Cirrhose et cancer du foie : y a-t-il un lien entre les deux ?
Dr Pariente : Certainement. La cirrhose du foie est la lésion qui provoque le plus souvent le développement de tumeurs qui naissent primitivement dans le foie (à distinguer des métastases qui viennent dans le foie en provenance d'autres organes). Le risque d'avoir un cancer du foie lorsqu'on est atteint d'une cirrhose est estimé à environ 3 % par année d'évolution et ce risque justifie une pratique de dépistage régulière. Celle-ci se fait essentiellement avec l'échographie répétée tous les quatre à six mois selon les cas, couplée éventuellement à une prise de sang ce qui permet dans un nombre non négligeable de cas, de dépister des petites tumeurs pouvant bénéficier d'un traitement curatif.

 

Parlons du traitement, justement. Hormis la transplantation, quelles sont les armes actuellement à votre disposition pour lutter contre la cirrhose du foie ?

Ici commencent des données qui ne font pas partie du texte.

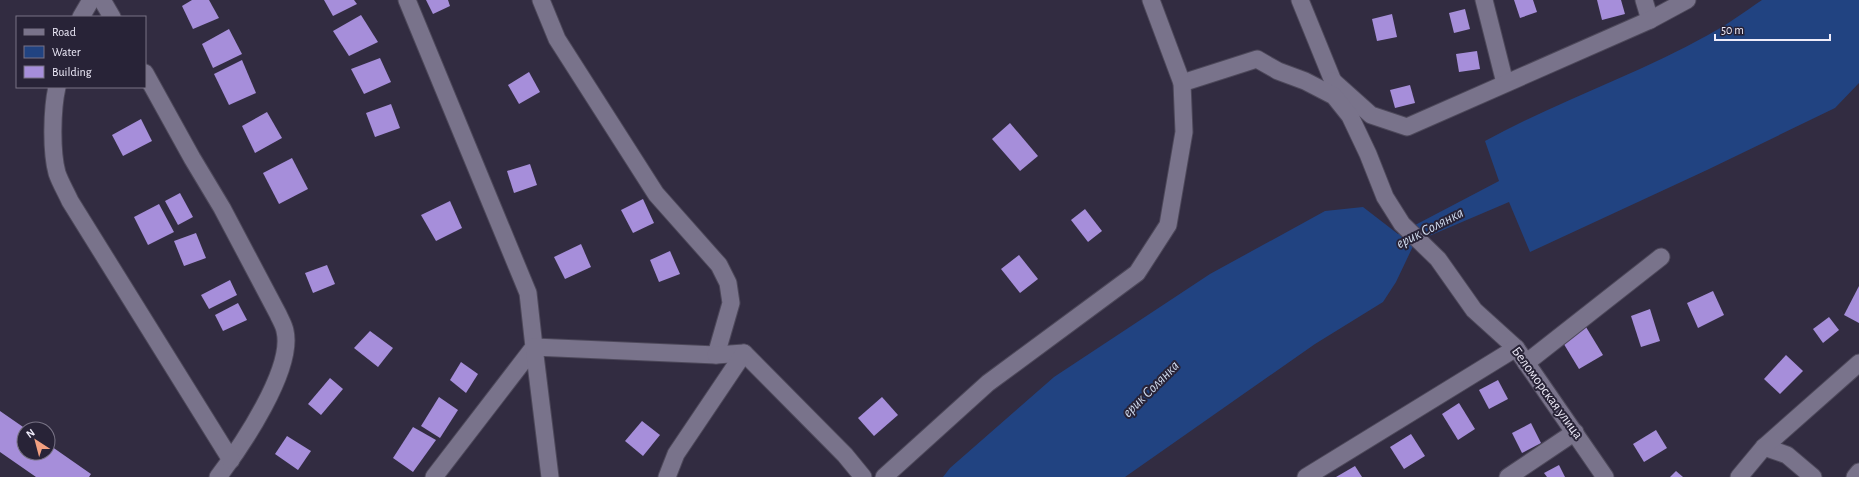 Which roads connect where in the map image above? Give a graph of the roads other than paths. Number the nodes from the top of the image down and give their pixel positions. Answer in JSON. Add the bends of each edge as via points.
{"nodes":[{"id":1,"x":91,"y":0,"type":"edge"},
{"id":2,"x":102,"y":0,"type":"edge"},
{"id":3,"x":407,"y":0,"type":"edge"},
{"id":4,"x":541,"y":0,"type":"edge"},
{"id":5,"x":1151,"y":0,"type":"edge"},
{"id":6,"x":1300,"y":0,"type":"edge"},
{"id":7,"x":1484,"y":0,"type":"edge"},
{"id":8,"x":1644,"y":0,"type":"edge"},
{"id":9,"x":1687,"y":0,"type":"edge"},
{"id":10,"x":82,"y":16,"type":"edge"},
{"id":11,"x":111,"y":16,"type":"edge"},
{"id":12,"x":1650,"y":20,"type":"junction"},
{"id":13,"x":146,"y":75,"type":"edge"},
{"id":14,"x":1333,"y":81,"type":"junction"},
{"id":15,"x":1182,"y":83,"type":"junction"},
{"id":16,"x":1505,"y":83,"type":"junction"},
{"id":17,"x":57,"y":88,"type":"edge"},
{"id":18,"x":1344,"y":108,"type":"junction"},
{"id":19,"x":1661,"y":257,"type":"dead end"},
{"id":20,"x":534,"y":347,"type":"junction"},
{"id":21,"x":1516,"y":348,"type":"junction"},
{"id":22,"x":744,"y":353,"type":"junction"},
{"id":23,"x":716,"y":354,"type":"junction"},
{"id":24,"x":1526,"y":363,"type":"junction"},
{"id":25,"x":1859,"y":363,"type":"edge"},
{"id":26,"x":1576,"y":432,"type":"junction"},
{"id":27,"x":1764,"y":447,"type":"junction"},
{"id":28,"x":231,"y":460,"type":"junction"},
{"id":29,"x":1859,"y":472,"type":"edge"},
{"id":30,"x":218,"y":477,"type":"edge"},
{"id":31,"x":434,"y":477,"type":"edge"},
{"id":32,"x":550,"y":477,"type":"edge"},
{"id":33,"x":667,"y":477,"type":"edge"},
{"id":34,"x":863,"y":477,"type":"edge"},
{"id":35,"x":884,"y":477,"type":"edge"},
{"id":36,"x":1306,"y":477,"type":"edge"},
{"id":37,"x":1508,"y":477,"type":"edge"},
{"id":38,"x":1605,"y":477,"type":"edge"},
{"id":39,"x":1739,"y":477,"type":"edge"},
{"id":40,"x":1813,"y":477,"type":"edge"},
{"id":41,"x":1855,"y":477,"type":"edge"}],
"edges":[{"from":1,"to":10,"type":"street"},
{"from":2,"to":11,"type":"street"},
{"from":3,"to":20,"type":"street","via":[[528,293]]},
{"from":4,"to":23,"type":"street","via":[[557,39],[656,194],[719,265],[728,283],[731,303]]},
{"from":5,"to":15,"type":"street"},
{"from":6,"to":14,"type":"street"},
{"from":7,"to":16,"type":"street"},
{"from":8,"to":12,"type":"street"},
{"from":9,"to":12,"type":"street"},
{"from":12,"to":16,"type":"street"},
{"from":13,"to":28,"type":"street","via":[[225,215],[285,332],[286,348],[281,367],[265,405]]},
{"from":14,"to":16,"type":"street","via":[[1371,115],[1407,127]]},
{"from":14,"to":18,"type":"street"},
{"from":15,"to":18,"type":"street","name":"Беломорская улица","via":[[1257,58],[1278,71],[1334,96]]},
{"from":15,"to":35,"type":"street","via":[[1184,132],[1168,225],[1137,273],[988,383]]},
{"from":17,"to":28,"type":"street","via":[[53,102],[54,149],[57,173],[70,201]]},
{"from":18,"to":21,"type":"street","name":"Беломорская улица","via":[[1368,154],[1385,197],[1402,224],[1438,259],[1474,310]]},
{"from":19,"to":24,"type":"street"},
{"from":20,"to":23,"type":"street"},
{"from":20,"to":31,"type":"street"},
{"from":20,"to":32,"type":"street"},
{"from":21,"to":24,"type":"street","name":"Беломорская улица"},
{"from":21,"to":36,"type":"street"},
{"from":22,"to":23,"type":"street"},
{"from":22,"to":33,"type":"street","via":[[676,454]]},
{"from":22,"to":34,"type":"street","via":[[846,455]]},
{"from":24,"to":26,"type":"street","name":"Беломорская улица"},
{"from":25,"to":27,"type":"street"},
{"from":26,"to":37,"type":"street"},
{"from":26,"to":38,"type":"street","name":"Беломорская улица"},
{"from":27,"to":39,"type":"street"},
{"from":27,"to":40,"type":"street","via":[[1787,455]]},
{"from":28,"to":30,"type":"street"},
{"from":29,"to":41,"type":"street"}]}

Dr Pariente : Le traitement dans la cirrhose concerne sa cause et ses conséquences, mais le traitement de la cause est essentiel. En matière d'alcool par exemple, il est vital d'obtenir l'abstinence c'est à dire l'arrêt définitif de la consommation de boissons alcooliques. Quand il s'agit d'une hépatite chronique virale, il faut essayer avec les médicaments dont nous disposons actuellement, d'éradiquer l'infection virale. Quand il s'agit d'une surcharge en fer, il faut retirer le fer par des saignées. Il y a également d'autres traitements pour d'autres maladies particulières. L'essentiel reste bien le traitement de la cause parfois pour permettre la régression de la cirrhose et toujours pour éviter que la maladie ne s'aggrave. La deuxième partie du traitement est de traiter les conséquences de la cirrhose et l'on a fait des progrès considérables au cours des quinze dernières années dans le traitement des complications. On a ainsi considérablement réduit la mortalité qui était due aux hémorragies digestives à la fois au moment de l'hémorragie et ensuite pour éviter que l'hémorragie ne se reproduise. On a également des traitements efficaces pour lutter contre l'accumulation de l'eau dans le ventre et on a également, comme je vous l'ai dit, des traitements efficaces pour traiter les petites tumeurs du foie à condition qu'elles soient dépistées suffisamment tôt.